Core dataset design: entities and schema

Design for identity-first joins and traceable provenance. Use globally unique IDs like LEI, CIK, and NAIC company codes where applicable.

Primary tables (recommended)

insurers: insurer_id (UUID), legal_name, LEI, NAIC_code, CIK, country, primary_group, status, website
rating_actions: action_id, insurer_id, agency (AM Best), action_date, rating_type (FSR/ICR/PDR), previous_rating, new_rating, outlook, action_code (upgrade/downgrade/affirmation), rationale_snippet, reinsurance_affiliation_code, parent_entity, source_url, source_captured_at, license_terms
filings: filing_id, insurer_id, filing_type (annual, quarterly, statutory, regulatory), filing_date, format (XBRL/PDF/CSV), raw_url, parsed_url, capture_hash, trust_score
financial_metrics: metric_id, insurer_id, period_end, metric_name (RBC_ratio, total_assets, loss_ratio, combined_ratio, ROE), metric_value, currency, reporting_basis (GAAP/statutory), source_filing_id
derived_signals: signal_id, insurer_id, signal_date, signal_type (downgrade_risk, liquidity_shortfall), score, rule_id, supporting_facts

Key design principles

Store both raw text (press release HTML/PDF) and structured extracts to preserve provenance.
Tag every record with source_url, captured_at and license_terms.
Normalize ratings to a fixed scale (e.g., numeric score where A+ = 2, aa- = 3) for trend analysis.
Use time-versioned tables or CDC for historical reconstruction and backtesting.
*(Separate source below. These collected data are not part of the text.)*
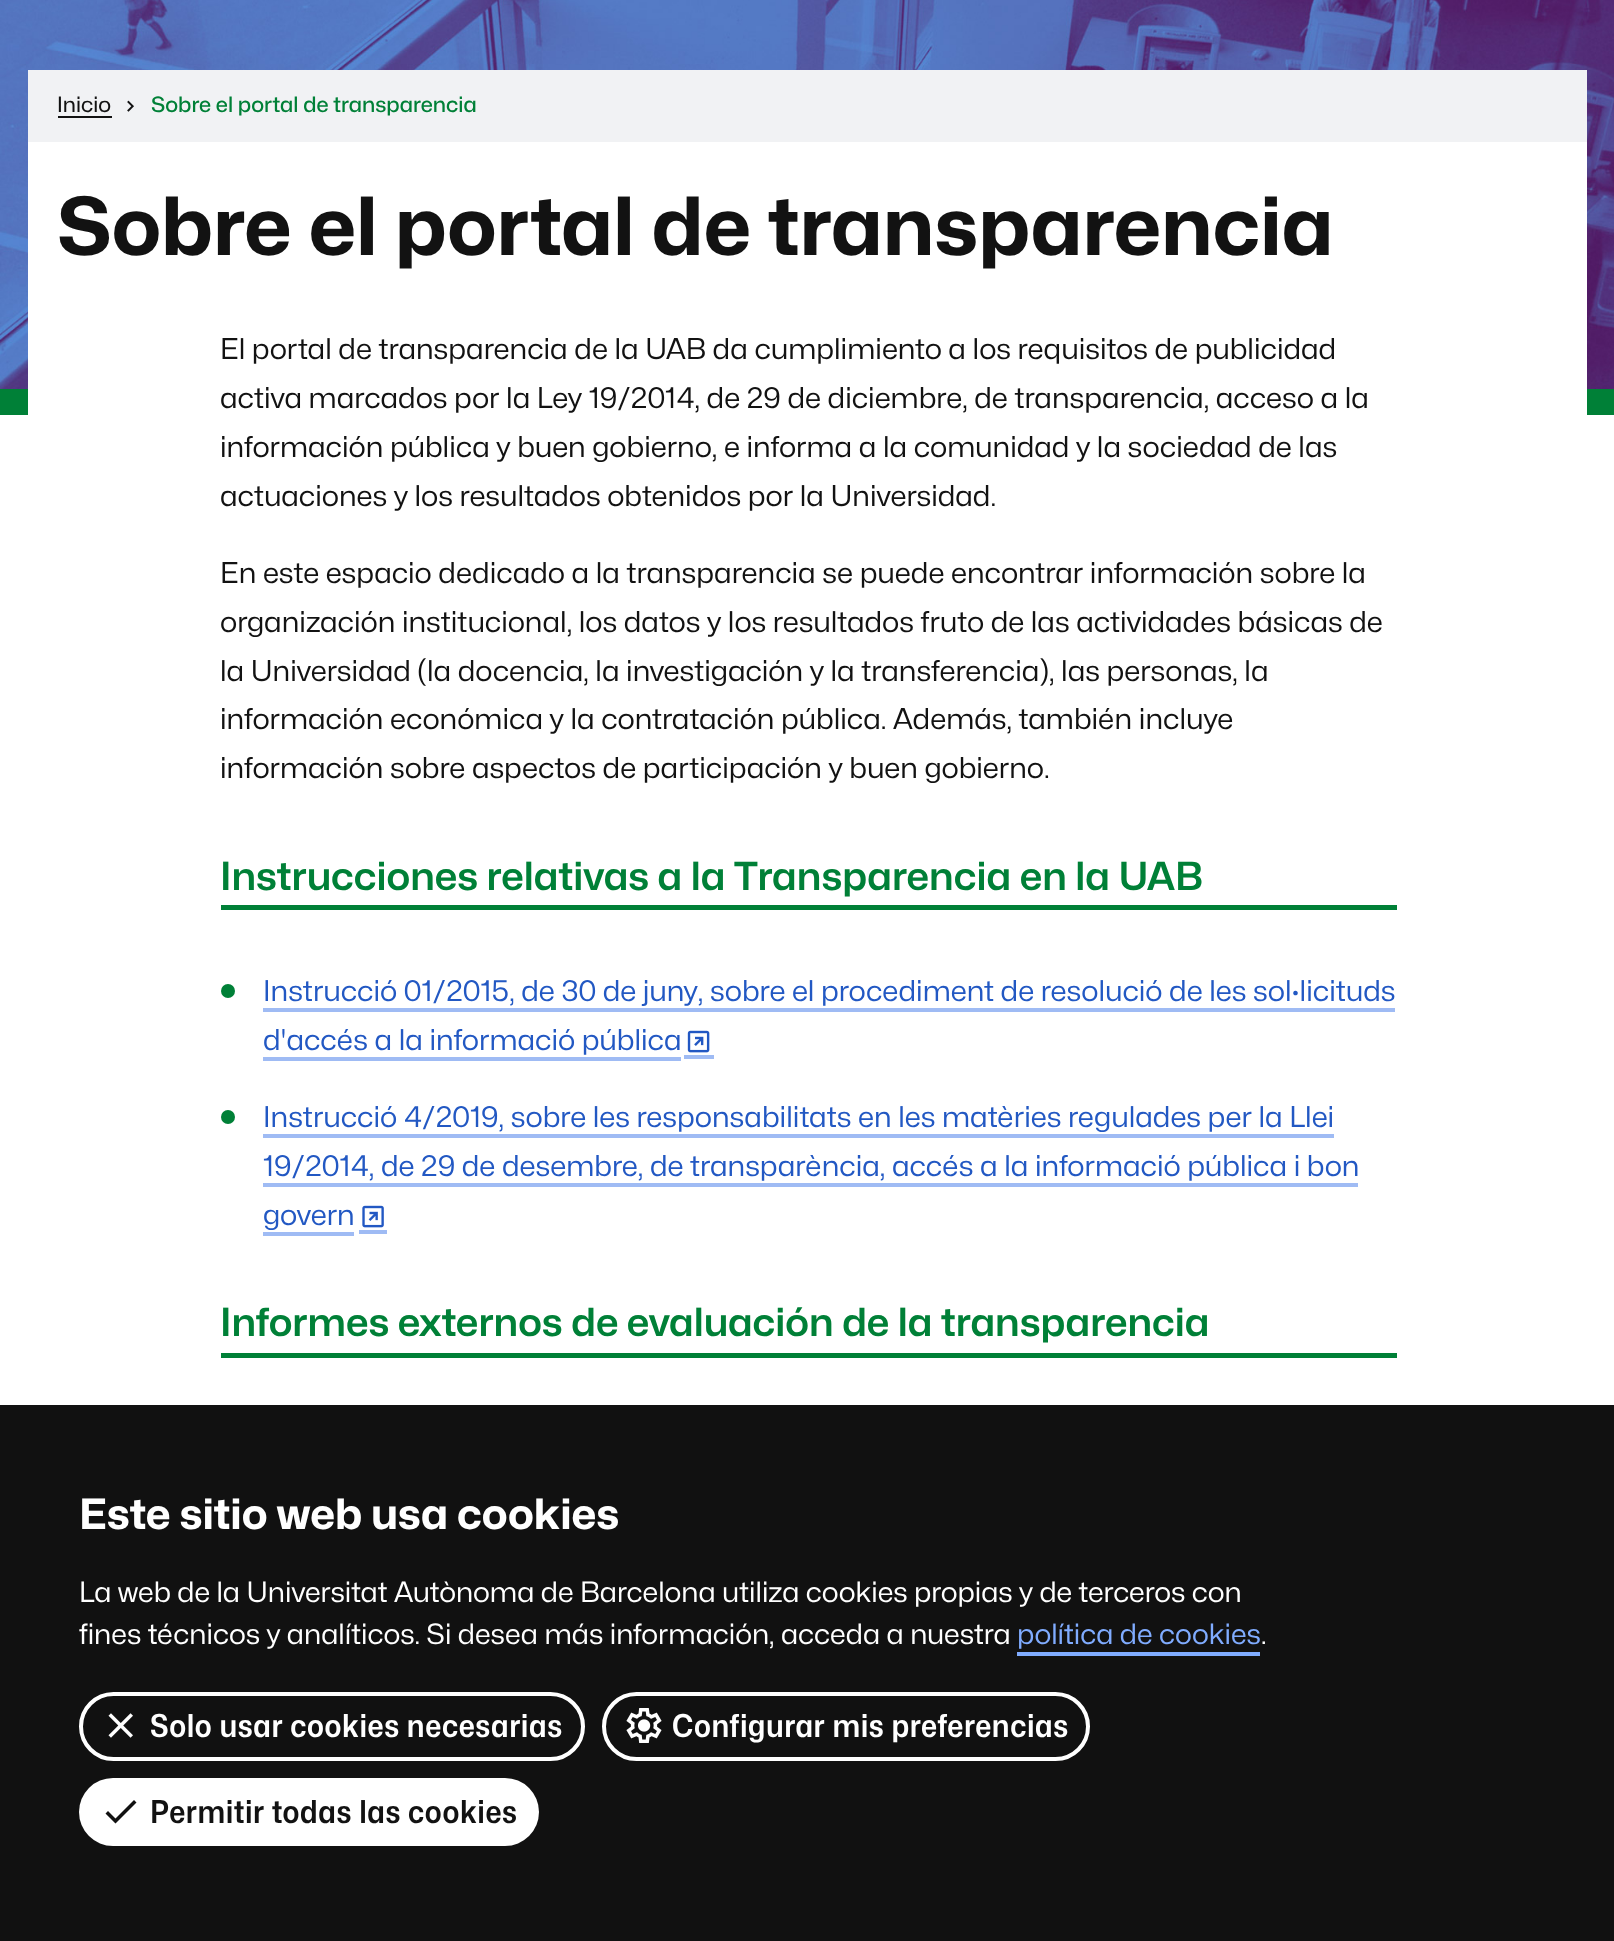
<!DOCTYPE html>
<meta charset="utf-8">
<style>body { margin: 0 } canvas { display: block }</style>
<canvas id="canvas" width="1614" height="1941"></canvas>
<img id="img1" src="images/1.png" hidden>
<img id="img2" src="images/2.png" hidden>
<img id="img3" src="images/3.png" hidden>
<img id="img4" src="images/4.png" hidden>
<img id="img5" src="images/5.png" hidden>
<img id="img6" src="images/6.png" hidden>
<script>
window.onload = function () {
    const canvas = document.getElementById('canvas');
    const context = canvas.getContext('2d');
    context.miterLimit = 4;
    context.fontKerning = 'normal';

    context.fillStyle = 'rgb(255, 255, 255)';
    context.fillRect(0, 0, 1614, 1941);
    context.drawImage(document.getElementById('img1'), 0, 0, 1614, 389);
    context.fillStyle = 'rgb(0, 128, 55)';
    context.fillRect(0, 389, 1614, 26);
    context.fillStyle = 'rgb(255, 255, 255)';
    context.fillRect(28, 142, 1559, 273);
    context.fillStyle = 'rgb(241, 242, 244)';
    context.fillRect(28, 70, 1559, 72);
    context.fillStyle = 'rgb(18, 18, 18)';
    context.fillRect(58, 116, 54, 2);
    context.drawImage(document.getElementById('img2'), 127, 100, 7, 12);
    context.fillStyle = 'rgb(0, 128, 55)';
    context.fillRect(221, 905, 1176, 5);
    context.beginPath();
    context.arc(228, 991, 7, 0, 2 * Math.PI);
    context.fill();
    context.fillStyle = 'rgb(159, 187, 244)';
    context.fillRect(263, 1008, 1132, 4);
    context.fillRect(263, 1057, 418, 4);
    context.fillRect(684, 1055, 30, 4);
    context.drawImage(document.getElementById('img3'), 687, 1030, 23, 23);
    context.fillStyle = 'rgb(0, 128, 55)';
    context.beginPath();
    context.arc(228, 1117, 7, 0, 2 * Math.PI);
    context.fill();
    context.fillStyle = 'rgb(159, 187, 244)';
    context.fillRect(263, 1134, 1071, 4);
    context.fillRect(263, 1183, 1095, 4);
    context.fillRect(263, 1232, 91, 4);
    context.fillRect(359, 1230, 28, 4);
    context.drawImage(document.getElementById('img4'), 362, 1205, 22, 23);
    context.fillStyle = 'rgb(0, 128, 55)';
    context.fillRect(221, 1353, 1176, 5);
    context.fillStyle = 'rgb(17, 17, 17)';
    context.fillRect(0, 1405, 1614, 536);
    context.fillStyle = 'rgb(128, 172, 255)';
    context.fillRect(1017, 1652, 243, 4);
    context.beginPath();
    context.roundRect(81, 1694, 502, 65, 32.5);
    context.strokeStyle = 'rgb(255, 255, 255)';
    context.lineWidth = 4;
    context.stroke();
    context.drawImage(document.getElementById('img5'), 108, 1713, 25, 25);
    context.beginPath();
    context.roundRect(604, 1694, 484, 65, 32.5);
    context.stroke();
    context.drawImage(document.getElementById('img6'), 626, 1708, 36, 35);
    context.fillStyle = 'rgb(255, 255, 255)';
    context.beginPath();
    context.roundRect(79, 1778, 460, 68, 34);
    context.fill();
    context.fillStyle = 'rgb(17, 17, 17)';
    context.beginPath();
    context.moveTo(115.5, 1818.5);
    context.lineTo(108, 1811);
    context.lineTo(105.5, 1813.5);
    context.lineTo(115.5, 1823.5);
    context.lineTo(136.5, 1802.5);
    context.lineTo(134, 1800);
    context.closePath();
    context.fill();
    context.font = '21.25px Mona Sans';
    context.fillStyle = 'rgb(18, 18, 18)';
    context.fillText('Inicio', 57, 112);
    context.font = '500 21.25px Mona Sans';
    context.fillStyle = 'rgb(0, 128, 55)';
    context.fillText('Sobre el portal de transparencia', 151, 112);
    context.font = 'bold 80.2px Mona Sans';
    context.fillStyle = 'rgb(18, 18, 18)';
    context.fillText('Sobre el portal de transparencia', 57, 255);
    context.font = '28.7px "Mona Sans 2"';
    context.fillText('El portal de transparencia de la UAB da cumplimiento a los requisitos de publicidad', 220, 359);
    context.fillText('activa marcados por la Ley 19/2014, de 29 de diciembre, de transparencia, acceso a la', 220, 408);
    context.fillText('información pública y buen gobierno, e informa a la comunidad y la sociedad de las', 220, 457);
    context.fillText('actuaciones y los resultados obtenidos por la Universidad.', 220, 506);
    context.fillText('En este espacio dedicado a la transparencia se puede encontrar información sobre la', 220, 583);
    context.fillText('organización institucional, los datos y los resultados fruto de las actividades básicas de', 220, 632);
    context.fillText('la Universidad (la docencia, la investigación y la transferencia), las personas, la', 220, 681);
    context.fillText('información económica y la contratación pública. Además, también incluye', 220, 729);
    context.fillText('información sobre aspectos de participación y buen gobierno.', 220, 778);
    context.font = '600 38.9px Mona Sans';
    context.fillStyle = 'rgb(0, 128, 55)';
    context.fillText('Instrucciones relativas a la Transparencia en la UAB', 220, 890);
    context.font = '28.7px "Mona Sans 2"';
    context.fillStyle = 'rgb(34, 88, 195)';
    context.fillText('Instrucció 01/2015, de 30 de juny, sobre el procediment de resolució de les sol·licituds', 263, 1001);
    context.fillText('d\'accés a la informació pública', 263, 1050);
    context.fillText('Instrucció 4/2019, sobre les responsabilitats en les matèries regulades per la Llei', 263, 1127);
    context.fillText('19/2014, de 29 de desembre, de transparència, accés a la informació pública i bon', 263, 1176);
    context.fillText('govern', 263, 1225);
    context.font = '600 38.9px Mona Sans';
    context.fillStyle = 'rgb(0, 128, 55)';
    context.fillText('Informes externos de evaluación de la transparencia', 220, 1336);
    context.font = 'bold 42px Mona Sans';
    context.fillStyle = 'rgb(255, 255, 255)';
    context.fillText('Este sitio web usa cookies', 79, 1529);
    context.font = '28px "Mona Sans 2"';
    context.fillText('La web de la Universitat Autònoma de Barcelona utiliza cookies propias y de terceros con', 79, 1602);
    context.fillText('fines técnicos y analíticos. Si desea más información, acceda a nuestra', 79, 1644);
    context.fillStyle = 'rgb(128, 172, 255)';
    context.fillText('política de cookies', 1017, 1644);
    context.fillStyle = 'rgb(255, 255, 255)';
    context.fillText('.', 1261, 1644);
    context.letterSpacing = '0.55px';
    context.font = '600 31.5px "Mona Sans 2"';
    context.fillText('Solo usar cookies necesarias', 150, 1737);
    context.fillText('Configurar mis preferencias', 672, 1737);
    context.fillStyle = 'rgb(18, 18, 18)';
    context.fillText('Permitir todas las cookies', 150, 1823);
};
</script>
Pipeline architecture — from raw press release to alert

Build a modular, observable pipeline. Below is an architecture that teams are using successfully in 2026.
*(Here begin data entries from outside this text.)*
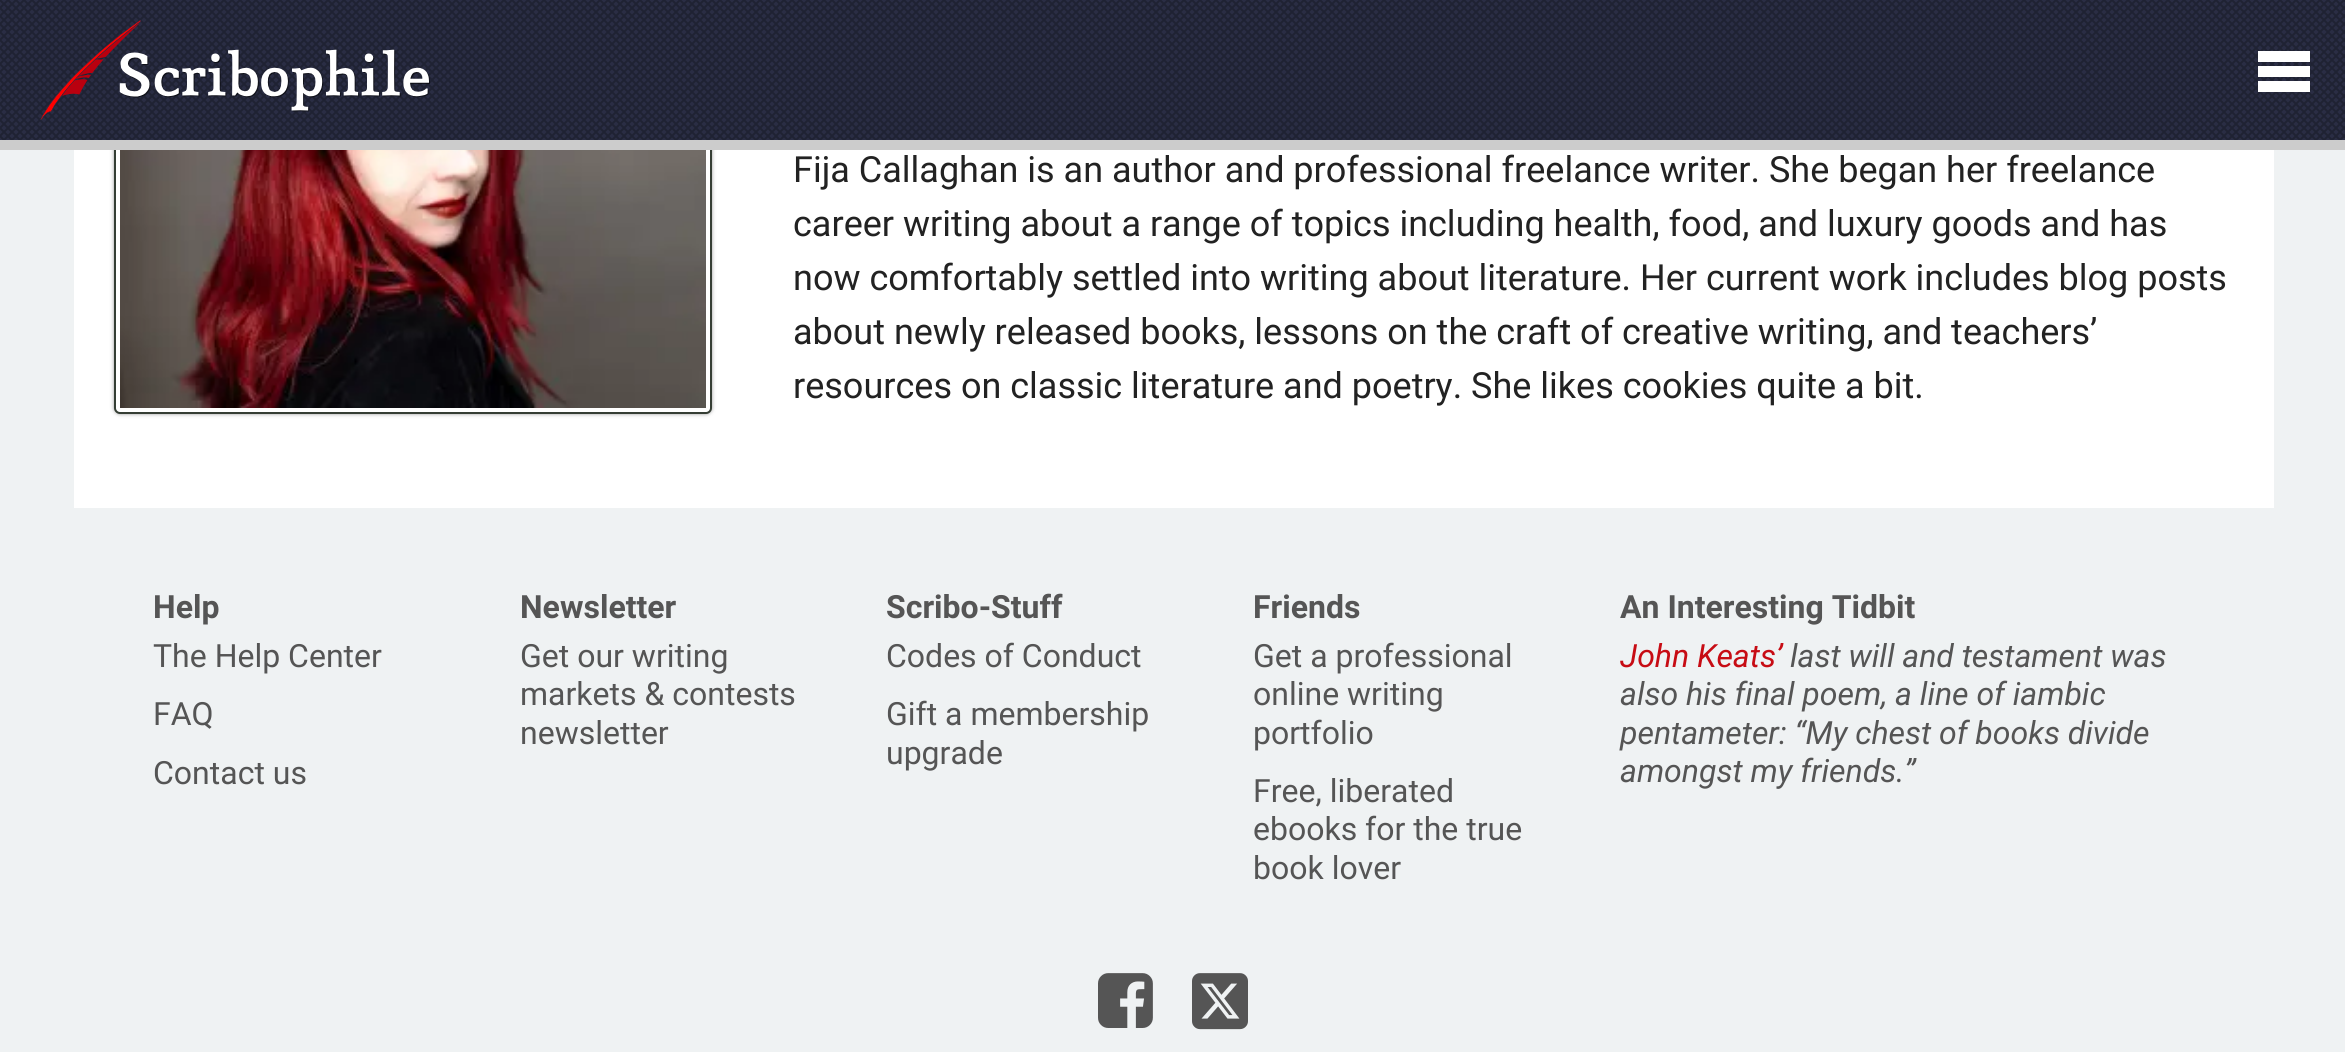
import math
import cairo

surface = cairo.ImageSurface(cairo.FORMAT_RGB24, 2345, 1052)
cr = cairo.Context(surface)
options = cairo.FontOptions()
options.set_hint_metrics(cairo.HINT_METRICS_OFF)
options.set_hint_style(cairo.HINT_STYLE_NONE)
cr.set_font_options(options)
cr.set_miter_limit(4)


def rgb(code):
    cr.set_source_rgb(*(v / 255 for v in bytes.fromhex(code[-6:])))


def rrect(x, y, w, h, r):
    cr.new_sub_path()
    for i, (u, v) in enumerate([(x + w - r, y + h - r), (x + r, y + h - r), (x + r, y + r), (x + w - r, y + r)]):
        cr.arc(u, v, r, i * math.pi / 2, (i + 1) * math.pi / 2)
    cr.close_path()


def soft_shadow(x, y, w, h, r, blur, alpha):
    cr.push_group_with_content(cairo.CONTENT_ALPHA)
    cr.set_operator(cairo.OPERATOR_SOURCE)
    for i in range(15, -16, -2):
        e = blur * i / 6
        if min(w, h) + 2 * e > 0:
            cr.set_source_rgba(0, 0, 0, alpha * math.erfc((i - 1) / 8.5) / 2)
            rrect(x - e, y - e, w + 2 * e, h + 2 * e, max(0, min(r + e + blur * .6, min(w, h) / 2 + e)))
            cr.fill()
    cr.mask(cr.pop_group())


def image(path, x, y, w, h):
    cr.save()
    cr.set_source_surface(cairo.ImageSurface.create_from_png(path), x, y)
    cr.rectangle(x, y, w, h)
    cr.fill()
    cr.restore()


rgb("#eff2f3")
cr.paint()
rgb("#ffffff")
cr.rectangle(74, 150, 2200, 358)
cr.fill()
rgb("#000000")
soft_shadow(114, -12, 598, 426, 6, 2, 0.4)
rgb("#ffffff")
rrect(115, -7, 596, 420, 5)
cr.fill_preserve()
rgb("#353e34")
cr.stroke()
image("img/1.png", 0, 0, 2345, 140)
rgb("#cccccc")
cr.rectangle(0, 140, 2345, 10)
cr.fill()
image("img/2.png", 40, 20, 390, 100)
rgb("#ffffff")
cr.new_path()
cr.move_to(2258, 51)
cr.line_to(2310, 51)
cr.line_to(2310, 62)
cr.line_to(2258, 62)
cr.close_path()
cr.move_to(2258, 66)
cr.line_to(2310, 66)
cr.line_to(2310, 77)
cr.line_to(2258, 77)
cr.close_path()
cr.move_to(2258, 81)
cr.line_to(2310, 81)
cr.line_to(2310, 92)
cr.line_to(2258, 92)
cr.close_path()
cr.fill()
image("img/3.png", 120, 150, 586, 258)
image("img/4.png", 1098, 973, 55, 55)
image("img/5.png", 1192, 973, 56, 57)
cr.select_font_face("Roboto")
cr.set_font_size(36)
rgb("#222222")
for x, y, s in [
    (793, 182, "Fija Callaghan is an author and professional freelance writer. She began her freelance"),
    (793, 236, "career writing about a range of topics including health, food, and luxury goods and has"),
    (793, 290, "now comfortably settled into writing about literature. Her current work includes blog posts"),
    (793, 344, "about newly released books, lessons on the craft of creative writing, and teachers’"),
    (793, 398, "resources on classic literature and poetry. She likes cookies quite a bit."),
]:
    cr.move_to(x, y)
    cr.show_text(s)
cr.select_font_face("Roboto", cairo.FONT_SLANT_NORMAL, cairo.FONT_WEIGHT_BOLD)
cr.set_font_size(32)
rgb("#555555")
cr.move_to(153, 618)
cr.show_text("Help")
cr.select_font_face("Roboto")
for x, y, s in [
    (153, 667, "The Help Center"),
    (153, 725, "FAQ"),
    (153, 784, "Contact us"),
]:
    cr.move_to(x, y)
    cr.show_text(s)
cr.select_font_face("Roboto", cairo.FONT_SLANT_NORMAL, cairo.FONT_WEIGHT_BOLD)
cr.move_to(520, 618)
cr.show_text("Newsletter")
cr.select_font_face("Roboto")
for x, y, s in [
    (520, 667, "Get our writing"),
    (520, 705, "markets & contests"),
    (520, 744, "newsletter"),
]:
    cr.move_to(x, y)
    cr.show_text(s)
cr.select_font_face("Roboto", cairo.FONT_SLANT_NORMAL, cairo.FONT_WEIGHT_BOLD)
cr.move_to(886, 618)
cr.show_text("Scribo-Stuff")
cr.select_font_face("Roboto")
for x, y, s in [
    (886, 667, "Codes of Conduct"),
    (886, 725, "Gift a membership"),
    (886, 764, "upgrade"),
]:
    cr.move_to(x, y)
    cr.show_text(s)
cr.select_font_face("Roboto", cairo.FONT_SLANT_NORMAL, cairo.FONT_WEIGHT_BOLD)
cr.move_to(1253, 618)
cr.show_text("Friends")
cr.select_font_face("Roboto")
for x, y, s in [
    (1253, 667, "Get a professional"),
    (1253, 705, "online writing"),
    (1253, 744, "portfolio"),
    (1253, 802, "Free, liberated"),
    (1253, 840, "ebooks for the true"),
    (1253, 879, "book lover"),
]:
    cr.move_to(x, y)
    cr.show_text(s)
cr.select_font_face("Roboto", cairo.FONT_SLANT_NORMAL, cairo.FONT_WEIGHT_BOLD)
cr.move_to(1620, 618)
cr.show_text("An Interesting Tidbit")
cr.select_font_face("Roboto", cairo.FONT_SLANT_ITALIC)
rgb("#c70c14")
cr.move_to(1620, 667)
cr.show_text("John Keats’")
rgb("#555555")
for x, y, s in [
    (1790, 667, "last will and testament was"),
    (1620, 705, "also his final poem, a line of iambic"),
    (1620, 744, "pentameter: “My chest of books divide"),
    (1620, 782, "amongst my friends.”"),
]:
    cr.move_to(x, y)
    cr.show_text(s)
surface.write_to_png("page.png")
Ingest: scheduled crawlers + API connectors (AM Best feed if available), SEC/EDGAR, NAIC, company sites, newswires
Capture raw: store original HTML/PDF/XBRL in object storage (S3/GS)
Parse & extract: HTML/PDF parsing -> extract metadata and text; XBRL -> map tags to canonical metrics
Normalize: unify units, currencies, identifiers (LEI/NAIC/CIK), map rating labels to numeric rank
Enrich: add parent group, reinsurance codes, sector tags, climate exposure score
Validate: run schema tests and data quality rules (Great Expectations, dbt tests)
Serve: expose dataset via SQL (BigQuery/Snowflake/Postgres) and an API for event subscriptions
Alerting & Ops: rules engine (SQL-based or stream processor) to emit Slack/email/PagerDuty alerts

Tech stack choices (battle-tested)

Ingestion: Airbyte / custom Python crawlers for press releases
Orchestration: Prefect or Airflow
Parsing: Python (requests, BeautifulSoup, pdfminer, lxml), Arelle for XBRL
Storage: S3 + Delta Lake or BigQuery / Snowflake for analytics
Transformation: dbt for SQL transformations and documentation
Quality: Great Expectations, Monte Carlo for data observability
Alerts: Kafka/Cloud PubSub -> serverless functions -> Slack/PagerDuty

Practical extractor example: parsing AM Best press releases (Python)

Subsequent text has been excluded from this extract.